If my love for William was platonic, then maybe it wasthat porn magazine that ignited my early realisation that I was gay. I remember that we hid it under some leaves near to the Hollow Tree, planning to come back for another furtive flick through its charged pages. 
            
And then we’d raced each other back to the road. And for a while, feet thumping on the hard, dry ground, wind whipping my face, heart pounding, I wasn’t queer or straight, I was just a 12-year-old boy running across a park.

And that is partly of the problem with giving anything close to a clear-cut answer. When I was 12, the last thing I wanted was to be gay. I wanted to be that boy running across the park, not the one furtively poring through the men’s underwear section of my mum’s catalogue.  I spent years pretending I wasn’t attracted to boys, which makes pin-pointing the age at which I fully realised my sexuality almost impossible. Because even when I did know for sure, I was trying to convince myself I’d got it wrong and that one day I would wake up wanting nothing more than to make love to Debbie Harry. 

 Certainly, once I moved up to secondary school – a pretty rough all-boys comprehensive – the feelings I had for other boys became less platonic. Although, I was so naive, any sexual fantasies I had were pretty tame. And the romantic feelings never rose to the levels they had with William.

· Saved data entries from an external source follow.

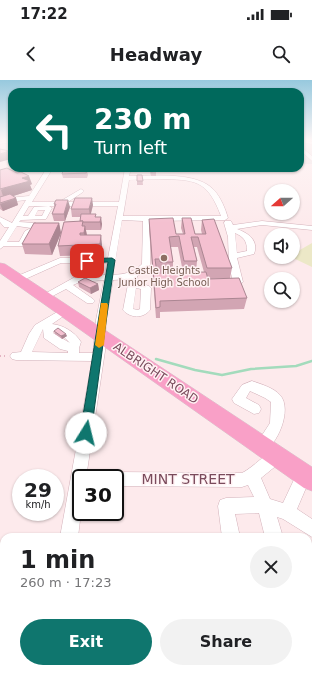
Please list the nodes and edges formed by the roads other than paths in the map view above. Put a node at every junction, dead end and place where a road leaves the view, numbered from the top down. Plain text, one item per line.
1 (47, 172) edge
2 (127, 173) edge
3 (81, 191) dead end
4 (1, 201) edge
5 (29, 201) junction
6 (62, 203) junction
7 (122, 204) junction
8 (30, 218) dead end
9 (119, 218) junction
10 (225, 218) junction
11 (147, 219) junction
12 (7, 223) edge
13 (312, 228) edge
14 (231, 229) junction
15 (1, 245) edge
16 (234, 256) junction
17 (106, 260) junction
18 (0, 267) edge
19 (109, 278) junction
20 (18, 279) junction
21 (238, 282) edge
22 (66, 285) junction
23 (44, 297) junction
24 (90, 301) dead end
25 (64, 311) junction
26 (46, 326) junction
27 (100, 335) junction
28 (74, 352) junction
29 (98, 357) junction
30 (254, 409) dead end
31 (270, 451) junction
32 (81, 469) edge
33 (252, 476) junction
34 (308, 477) edge
35 (124, 479) edge
36 (265, 505) junction
37 (287, 512) junction
38 (72, 518) edge
39 (312, 530) edge
40 (69, 533) edge
41 (230, 533) edge
42 (273, 533) edge

1 - 5 street
2 - 7 street
2 - 10 street
3 - 6 street
4 - 5 street
5 - 6 street
5 - 12 street
6 - 7 street
7 - 9 street
8 - 12 street
9 - 11 street
9 - 17 street
10 - 11 street
10 - 14 street
11 - 19 street
12 - 15 street
12 - 15 street
13 - 14 street
14 - 16 street
14 - 16 street
16 - 21 street
17 - 19 street
17 - 20 street
18 - 20 highway, ALBRIGHT ROAD
19 - 22 street
19 - 27 street
20 - 23 highway, ALBRIGHT ROAD
22 - 23 street
22 - 24 street
23 - 25 highway, ALBRIGHT ROAD
25 - 26 street
25 - 27 highway, ALBRIGHT ROAD
26 - 28 street
26 - 28 street
27 - 29 street
27 - 31 highway, ALBRIGHT ROAD
28 - 29 street
29 - 32 street
30 - 31 street, MINT STREET
31 - 33 street, MINT STREET
31 - 34 highway, ALBRIGHT ROAD
33 - 35 street, MINT STREET
33 - 36 street
34 - 37 street
36 - 37 street
36 - 41 street
36 - 42 street
37 - 39 street
38 - 40 street

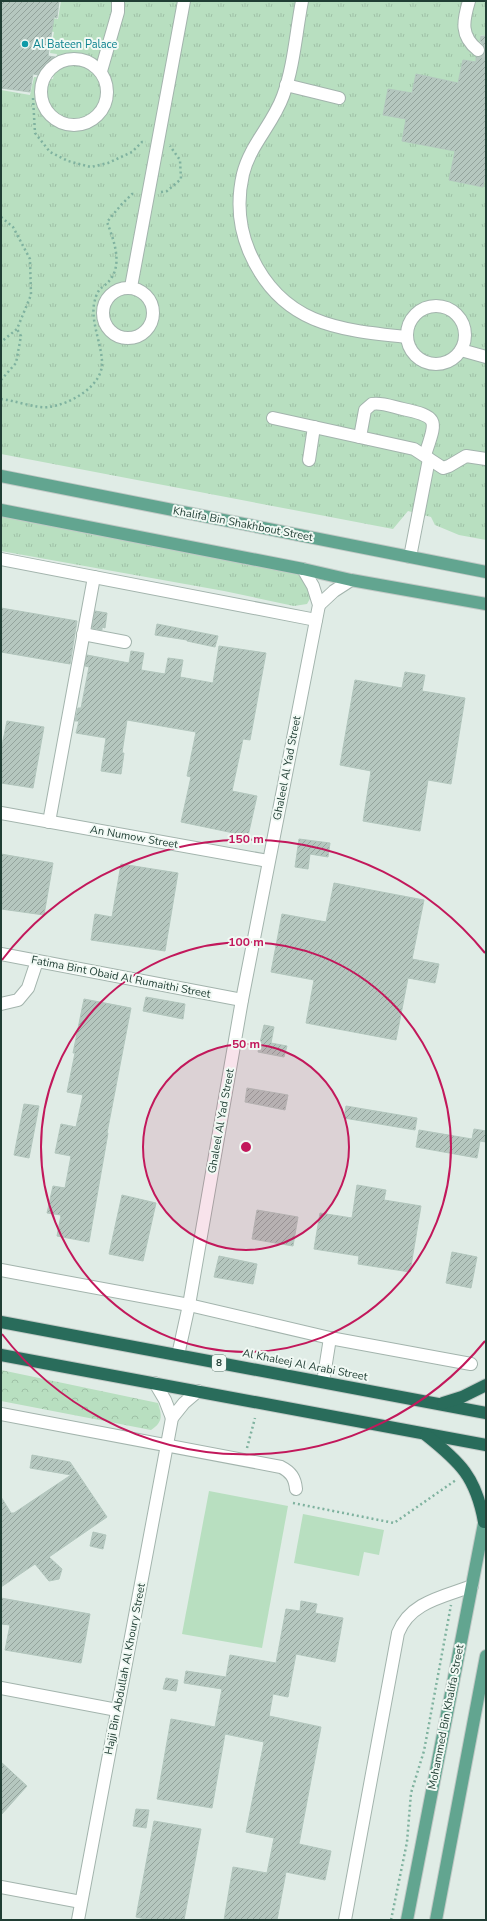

They were transient yearnings, with one subject replaced with another within weeks. They were often intense though, and the effort of hiding my feelings from the boys concerned must have taken a constant effort. I obviously succeeded, as I don’t remember ever being called out for a lascivious glance. 

But can I even say with absolute certainty that my sexuality had fully formed during this time. There was another major crush to come before my school life finished, and just to confuse the issue, it was on a girl.

After the fifth year at my secondary school, I progressed into the sixth-form college, which combined pupils from my school and the neighbouring girls school. It was exciting to be in mixed company again. I hadn’t always been the outsider I’d become in secondary school.  In junior school I’d been popular, partly because it was mixed and maybe I found it easier to form friendships with girls, which in turn led to friendships with larger groups, including boys. In an all-boys school, this process hadn’t been possible.

My sixth-form crush was called Laura. She was full of energy and humour, and a bundle of insecurities, combined with an apparent boundless confidence. I loved her, I’m sure of that. When I found out she was dating another boy in the sixth-form, I was devastated. If I tried to talk to Laura about him, I couldn’t even bring myself to say his name, my jealousy was so acute.  I wasn’t sexually attracted to Laura, but if she’d been romantically interested in me, I would have been delighted and I definitely would have dated her, maybe ended up in a sexual relationship, who knows, I may have ended up married to her. How often must that happen, that someone who knows they are gay forms a crush on a girl at an impressionable age, enters into a serious relationship, only to devastate her years later with the revelation that its other guys they actually fancy?

Perhaps that’s my answer. I genuinely knew I was gay at the point when I stopped separating romantic love and sexual love. Once I started having sexual relationships with other guys (later than most, at around 20), I stopped having crushes on girls. Once I allowed those lustful floodgates to open, my crushes were for guys only, and always a combination of romantic pining and lustful longing. 

So, next time I get asked the question, ‘When did you realise you were gay’, maybe I’ll give a truncated version of this essay. Watch their eyes glaze over as I recall each crush, each early lustful dream, and analyse them before judging if they marked a genuine sexual awakening, or just another step towards one.

Or perhaps I’ll just ask them ‘When did you realise you were straight,’ and let them do the hard work while I eat my dinner and sip red wine.